PROVIDED RECORDS
========

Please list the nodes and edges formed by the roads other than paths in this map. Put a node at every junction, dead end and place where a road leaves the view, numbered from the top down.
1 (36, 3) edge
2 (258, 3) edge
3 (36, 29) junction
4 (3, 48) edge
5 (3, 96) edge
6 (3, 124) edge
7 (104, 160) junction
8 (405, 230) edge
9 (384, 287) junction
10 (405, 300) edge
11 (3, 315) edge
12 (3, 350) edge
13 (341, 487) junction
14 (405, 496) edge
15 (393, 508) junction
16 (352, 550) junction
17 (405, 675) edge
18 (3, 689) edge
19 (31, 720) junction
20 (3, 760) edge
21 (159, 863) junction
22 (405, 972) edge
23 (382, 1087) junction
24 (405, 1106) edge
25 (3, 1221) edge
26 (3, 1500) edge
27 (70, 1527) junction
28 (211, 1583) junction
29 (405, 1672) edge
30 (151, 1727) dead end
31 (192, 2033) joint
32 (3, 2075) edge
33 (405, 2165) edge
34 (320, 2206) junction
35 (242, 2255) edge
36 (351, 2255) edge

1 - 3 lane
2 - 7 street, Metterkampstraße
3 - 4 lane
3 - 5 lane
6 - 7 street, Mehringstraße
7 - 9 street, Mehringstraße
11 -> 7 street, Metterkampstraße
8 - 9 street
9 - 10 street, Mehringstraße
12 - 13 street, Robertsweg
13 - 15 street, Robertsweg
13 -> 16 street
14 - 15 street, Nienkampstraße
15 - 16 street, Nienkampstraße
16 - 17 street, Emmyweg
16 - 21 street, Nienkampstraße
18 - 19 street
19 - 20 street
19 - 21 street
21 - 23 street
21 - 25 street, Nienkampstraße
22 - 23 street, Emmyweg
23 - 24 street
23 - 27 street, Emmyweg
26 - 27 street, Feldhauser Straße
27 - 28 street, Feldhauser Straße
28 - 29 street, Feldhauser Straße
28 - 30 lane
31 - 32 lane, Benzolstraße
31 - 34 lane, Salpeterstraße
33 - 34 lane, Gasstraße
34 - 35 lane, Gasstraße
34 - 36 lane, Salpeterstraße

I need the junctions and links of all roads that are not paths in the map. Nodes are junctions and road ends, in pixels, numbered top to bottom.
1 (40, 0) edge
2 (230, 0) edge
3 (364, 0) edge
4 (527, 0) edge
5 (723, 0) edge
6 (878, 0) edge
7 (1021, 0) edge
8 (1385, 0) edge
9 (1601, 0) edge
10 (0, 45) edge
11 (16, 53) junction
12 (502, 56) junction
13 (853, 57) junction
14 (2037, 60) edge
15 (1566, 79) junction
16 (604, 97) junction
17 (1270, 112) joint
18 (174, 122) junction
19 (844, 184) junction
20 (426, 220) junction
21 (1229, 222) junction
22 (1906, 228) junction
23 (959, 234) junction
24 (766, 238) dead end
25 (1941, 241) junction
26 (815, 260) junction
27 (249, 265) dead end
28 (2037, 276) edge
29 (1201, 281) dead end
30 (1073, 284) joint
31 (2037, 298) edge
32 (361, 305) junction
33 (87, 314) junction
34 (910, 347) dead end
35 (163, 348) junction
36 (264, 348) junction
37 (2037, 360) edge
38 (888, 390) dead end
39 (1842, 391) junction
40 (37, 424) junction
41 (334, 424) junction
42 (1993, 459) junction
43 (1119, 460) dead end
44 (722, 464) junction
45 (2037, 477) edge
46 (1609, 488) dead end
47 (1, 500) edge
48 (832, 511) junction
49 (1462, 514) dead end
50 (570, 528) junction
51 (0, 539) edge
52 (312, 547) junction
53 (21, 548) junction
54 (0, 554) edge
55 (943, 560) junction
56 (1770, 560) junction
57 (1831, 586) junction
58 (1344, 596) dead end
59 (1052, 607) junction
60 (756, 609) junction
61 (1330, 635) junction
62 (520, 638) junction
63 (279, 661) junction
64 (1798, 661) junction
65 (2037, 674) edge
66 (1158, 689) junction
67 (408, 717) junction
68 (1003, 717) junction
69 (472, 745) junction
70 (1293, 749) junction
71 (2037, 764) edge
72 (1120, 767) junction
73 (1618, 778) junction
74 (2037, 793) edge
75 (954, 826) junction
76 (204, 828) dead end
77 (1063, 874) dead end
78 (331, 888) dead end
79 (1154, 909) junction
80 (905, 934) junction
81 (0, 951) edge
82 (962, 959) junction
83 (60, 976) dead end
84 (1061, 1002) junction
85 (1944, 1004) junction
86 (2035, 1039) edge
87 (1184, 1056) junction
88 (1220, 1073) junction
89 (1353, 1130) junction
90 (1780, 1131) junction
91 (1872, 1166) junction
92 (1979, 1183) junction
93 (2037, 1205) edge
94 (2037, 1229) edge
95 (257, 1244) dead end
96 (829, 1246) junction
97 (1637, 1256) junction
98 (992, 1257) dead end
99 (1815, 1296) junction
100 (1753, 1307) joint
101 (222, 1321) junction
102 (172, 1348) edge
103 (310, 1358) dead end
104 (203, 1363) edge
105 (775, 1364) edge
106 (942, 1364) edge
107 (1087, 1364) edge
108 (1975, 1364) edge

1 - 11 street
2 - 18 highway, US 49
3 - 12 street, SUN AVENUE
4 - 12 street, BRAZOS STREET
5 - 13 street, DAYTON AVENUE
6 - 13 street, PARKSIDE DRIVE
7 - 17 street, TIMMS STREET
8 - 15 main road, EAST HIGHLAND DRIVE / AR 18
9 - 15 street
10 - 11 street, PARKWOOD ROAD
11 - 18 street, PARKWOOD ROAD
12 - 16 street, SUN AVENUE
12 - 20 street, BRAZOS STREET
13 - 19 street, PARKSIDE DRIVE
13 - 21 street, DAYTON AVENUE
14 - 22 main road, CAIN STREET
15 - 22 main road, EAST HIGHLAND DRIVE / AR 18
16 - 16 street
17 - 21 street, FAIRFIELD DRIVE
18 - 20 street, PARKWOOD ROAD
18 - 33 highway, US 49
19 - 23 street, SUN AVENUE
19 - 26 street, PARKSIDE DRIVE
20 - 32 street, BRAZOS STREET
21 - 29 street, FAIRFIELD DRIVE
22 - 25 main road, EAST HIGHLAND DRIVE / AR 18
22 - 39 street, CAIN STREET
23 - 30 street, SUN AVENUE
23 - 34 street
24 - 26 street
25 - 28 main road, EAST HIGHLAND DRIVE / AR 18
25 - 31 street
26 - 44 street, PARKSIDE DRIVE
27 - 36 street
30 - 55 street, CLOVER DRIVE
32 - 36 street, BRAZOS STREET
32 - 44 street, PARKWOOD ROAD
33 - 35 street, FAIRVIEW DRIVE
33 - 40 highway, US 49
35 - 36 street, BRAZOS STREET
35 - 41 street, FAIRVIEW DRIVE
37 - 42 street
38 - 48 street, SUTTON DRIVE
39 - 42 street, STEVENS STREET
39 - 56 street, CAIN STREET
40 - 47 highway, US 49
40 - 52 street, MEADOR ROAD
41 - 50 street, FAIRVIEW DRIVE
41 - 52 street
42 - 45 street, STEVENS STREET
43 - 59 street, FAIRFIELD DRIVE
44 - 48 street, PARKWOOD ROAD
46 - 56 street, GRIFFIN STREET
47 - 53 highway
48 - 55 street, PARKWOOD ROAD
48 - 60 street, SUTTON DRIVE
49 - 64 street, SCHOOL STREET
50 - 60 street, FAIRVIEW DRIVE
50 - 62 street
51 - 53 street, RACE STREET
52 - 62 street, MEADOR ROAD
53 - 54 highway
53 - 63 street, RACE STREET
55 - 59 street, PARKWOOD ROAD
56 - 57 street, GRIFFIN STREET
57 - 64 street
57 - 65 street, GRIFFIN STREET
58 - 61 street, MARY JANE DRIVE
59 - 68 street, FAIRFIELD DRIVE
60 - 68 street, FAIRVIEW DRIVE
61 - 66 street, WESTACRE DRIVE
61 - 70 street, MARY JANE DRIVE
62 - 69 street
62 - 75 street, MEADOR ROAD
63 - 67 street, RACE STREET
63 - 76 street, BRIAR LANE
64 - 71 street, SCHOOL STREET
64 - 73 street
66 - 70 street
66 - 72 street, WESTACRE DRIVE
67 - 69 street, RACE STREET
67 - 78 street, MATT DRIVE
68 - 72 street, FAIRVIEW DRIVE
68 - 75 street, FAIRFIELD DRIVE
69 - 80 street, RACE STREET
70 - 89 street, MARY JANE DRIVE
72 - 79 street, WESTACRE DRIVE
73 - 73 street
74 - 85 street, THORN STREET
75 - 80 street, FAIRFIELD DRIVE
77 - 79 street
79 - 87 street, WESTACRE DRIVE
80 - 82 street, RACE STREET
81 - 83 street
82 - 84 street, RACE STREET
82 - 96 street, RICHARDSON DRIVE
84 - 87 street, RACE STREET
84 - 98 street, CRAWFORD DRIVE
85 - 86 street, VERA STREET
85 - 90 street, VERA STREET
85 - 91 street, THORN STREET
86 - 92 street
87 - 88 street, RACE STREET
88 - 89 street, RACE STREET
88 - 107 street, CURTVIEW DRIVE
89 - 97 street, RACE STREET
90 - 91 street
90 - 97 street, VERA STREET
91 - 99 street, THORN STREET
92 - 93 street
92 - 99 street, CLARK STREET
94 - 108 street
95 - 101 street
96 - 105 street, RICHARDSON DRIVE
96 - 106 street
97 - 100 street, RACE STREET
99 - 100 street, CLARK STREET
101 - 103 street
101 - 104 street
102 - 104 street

========

WHAT TO WORK ON
Every line with "MARY" in it should be copied from the entries.

EXERCISE RESPONSE
58 - 61 street, MARY JANE DRIVE
61 - 70 street, MARY JANE DRIVE
70 - 89 street, MARY JANE DRIVE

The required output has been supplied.